The perception that monk seals’ presence on the MHI is due primarily to government intervention has been difficult for NOAA managers to overcome. Public mistrust of the federal government often supersedes efforts by NOAA to correct misperceptions about monk seal natural history. Thus, some who oppose monk seal presence in the MHI do so in part because of a perception that monk seals are an invasive species brought by the federal government that creates fishing competition and provides a justification for putting federal regulations into place to limit fishing and Hawaiian practices.

These perceptions relate to the phenomenon of shifting baselines (Soga and Gaston, 2018), where recovery goals are based on historical populations and distributions of monk seals that predate the experience of current human populations whose expectations and normative understanding of “baseline” conditions did not include monk seals in the MHI. In addition, others have demonstrated that the concept of invasiveness is not static nor agreed upon, both among scientists and between scientists and publics (Boonman-Berson et al., 2014; Crowley et al., 2017).

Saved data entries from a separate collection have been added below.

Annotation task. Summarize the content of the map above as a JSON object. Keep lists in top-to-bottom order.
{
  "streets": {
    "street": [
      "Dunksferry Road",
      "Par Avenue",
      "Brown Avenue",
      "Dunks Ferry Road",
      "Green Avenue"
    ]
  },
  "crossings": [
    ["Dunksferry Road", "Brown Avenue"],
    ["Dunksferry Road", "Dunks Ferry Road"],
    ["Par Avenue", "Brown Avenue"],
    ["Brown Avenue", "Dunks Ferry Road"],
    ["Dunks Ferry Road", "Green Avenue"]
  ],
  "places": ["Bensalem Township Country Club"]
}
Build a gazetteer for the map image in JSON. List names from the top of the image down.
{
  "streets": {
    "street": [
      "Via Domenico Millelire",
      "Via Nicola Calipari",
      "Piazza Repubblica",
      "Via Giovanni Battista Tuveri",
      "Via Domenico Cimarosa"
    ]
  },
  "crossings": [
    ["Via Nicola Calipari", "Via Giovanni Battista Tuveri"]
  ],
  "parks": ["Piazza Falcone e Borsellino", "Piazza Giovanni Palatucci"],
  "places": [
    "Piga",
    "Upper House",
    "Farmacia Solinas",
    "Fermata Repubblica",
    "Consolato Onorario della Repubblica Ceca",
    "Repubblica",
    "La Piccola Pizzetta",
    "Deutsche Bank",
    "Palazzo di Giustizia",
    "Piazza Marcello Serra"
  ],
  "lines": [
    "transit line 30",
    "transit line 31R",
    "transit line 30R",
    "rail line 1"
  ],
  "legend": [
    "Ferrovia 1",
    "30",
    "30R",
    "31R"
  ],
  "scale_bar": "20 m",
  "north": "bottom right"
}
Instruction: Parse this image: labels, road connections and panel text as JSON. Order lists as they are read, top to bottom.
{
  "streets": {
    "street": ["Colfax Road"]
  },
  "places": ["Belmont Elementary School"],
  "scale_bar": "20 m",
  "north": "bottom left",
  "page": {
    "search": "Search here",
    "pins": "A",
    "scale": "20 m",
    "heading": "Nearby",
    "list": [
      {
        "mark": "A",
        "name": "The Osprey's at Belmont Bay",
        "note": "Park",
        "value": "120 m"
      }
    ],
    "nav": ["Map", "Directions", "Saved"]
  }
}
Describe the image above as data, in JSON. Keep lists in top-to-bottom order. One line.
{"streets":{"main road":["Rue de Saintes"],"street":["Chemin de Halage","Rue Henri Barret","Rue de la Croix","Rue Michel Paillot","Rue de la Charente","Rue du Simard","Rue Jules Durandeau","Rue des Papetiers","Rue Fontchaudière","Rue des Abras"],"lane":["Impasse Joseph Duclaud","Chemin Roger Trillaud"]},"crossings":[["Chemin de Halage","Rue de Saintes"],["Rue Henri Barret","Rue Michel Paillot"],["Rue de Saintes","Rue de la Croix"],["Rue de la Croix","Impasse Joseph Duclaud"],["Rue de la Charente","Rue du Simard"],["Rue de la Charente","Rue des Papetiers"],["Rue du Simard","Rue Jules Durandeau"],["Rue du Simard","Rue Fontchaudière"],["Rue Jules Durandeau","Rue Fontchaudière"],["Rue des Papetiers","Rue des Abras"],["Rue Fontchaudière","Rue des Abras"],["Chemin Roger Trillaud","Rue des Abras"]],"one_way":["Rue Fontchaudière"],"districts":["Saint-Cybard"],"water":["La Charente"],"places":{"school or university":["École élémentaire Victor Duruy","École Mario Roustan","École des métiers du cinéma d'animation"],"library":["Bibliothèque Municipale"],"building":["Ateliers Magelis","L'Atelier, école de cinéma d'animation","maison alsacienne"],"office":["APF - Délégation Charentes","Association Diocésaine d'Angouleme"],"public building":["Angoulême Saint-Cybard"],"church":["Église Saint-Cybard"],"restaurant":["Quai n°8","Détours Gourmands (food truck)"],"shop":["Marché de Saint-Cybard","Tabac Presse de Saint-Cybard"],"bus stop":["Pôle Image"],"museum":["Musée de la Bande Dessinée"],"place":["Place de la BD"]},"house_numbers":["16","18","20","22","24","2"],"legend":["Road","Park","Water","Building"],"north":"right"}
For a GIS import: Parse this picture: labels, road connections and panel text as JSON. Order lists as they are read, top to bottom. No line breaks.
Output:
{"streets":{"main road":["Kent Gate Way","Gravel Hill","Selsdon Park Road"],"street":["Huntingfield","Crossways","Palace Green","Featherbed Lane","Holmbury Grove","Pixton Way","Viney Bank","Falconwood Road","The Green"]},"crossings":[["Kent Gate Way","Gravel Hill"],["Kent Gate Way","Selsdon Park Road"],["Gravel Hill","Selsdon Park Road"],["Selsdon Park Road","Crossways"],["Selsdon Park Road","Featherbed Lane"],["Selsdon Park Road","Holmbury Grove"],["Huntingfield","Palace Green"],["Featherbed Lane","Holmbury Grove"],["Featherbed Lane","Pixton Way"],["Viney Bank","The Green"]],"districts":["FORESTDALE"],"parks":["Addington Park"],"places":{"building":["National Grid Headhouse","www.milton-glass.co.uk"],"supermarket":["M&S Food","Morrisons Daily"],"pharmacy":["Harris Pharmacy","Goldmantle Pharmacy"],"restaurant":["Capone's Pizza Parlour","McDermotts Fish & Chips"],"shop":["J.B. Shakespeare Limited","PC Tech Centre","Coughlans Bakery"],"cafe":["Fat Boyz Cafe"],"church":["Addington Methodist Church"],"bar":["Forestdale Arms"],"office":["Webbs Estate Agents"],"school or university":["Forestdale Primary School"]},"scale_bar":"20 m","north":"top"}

From a risk perception perspective, the associations of monk seals as both a new and human-made risk to residents also indicate high outrage factors, which are more difficult to address than if the risk were associated only with the probability of harm (Yoe, 2019; Kasperson et al., 2022). Appropriate attention to the deep-value and identity issues associated with these perspectives will be crucial.

4.2.5 Social construction of monk seals

The diverse meanings attached to monk seals illustrate four distinct social constructs of monk seals that are also deeply tied to conflicting identities (Figure 6). Like many other enduring conflicts over wildlife, conflicts surrounding the Hawaiian monk seal have become symbolic of other meanings that are important or threatening to the values and identities of different groups involved in the conflict, where the conflict is less about the animal itself and more about what it represents (Nie, 1999; Herda-Rapp and Goedeke, 2005; Peterson et al., 2010; Madden and McQuinn, 2014; Leong et al., 2020). Some volunteers for island-based non-profit groups personally identify as protectors of this endangered species, form deep emotional attachment to the seals, and see monk seals as innocent victims of destructive human impacts on the environment. The fishermen concerned about monk seals, on the other hand, see seals as resource competitors and as symbolic of federal government restrictions on their rights and access to natural resources. Native Hawaiians who have negative views of seals often see them as invaders in their native homeland, brought by the same federal government that historically disenfranchised Hawaiians from their land, and see federal actions to protect seals as a continuation of colonial restrictions on Native Hawaiian rights and access.

Where there is the perception that protected habitats and species are seen as more valuable than the people living with those species, retaliation against the animal is often retaliation against what are viewed as conservation injustices (Western, 1994; Holmes, 2007). As multiple knowledge systems and worldviews gain wider recognition, many of the core tenets of wildlife conservation are now coming into question as stemming from the same cultural assumptions and processes that fueled colonial expansion (Domínguez and Luoma, 2020; Hessami et al., 2021). Acknowledgment of these multiple experiences and assumptions about the meanings of wildlife and their conservation is necessary to reconcile a long history of threats to people’s values and identity, which for some are embodied by Hawaiian monk seal management.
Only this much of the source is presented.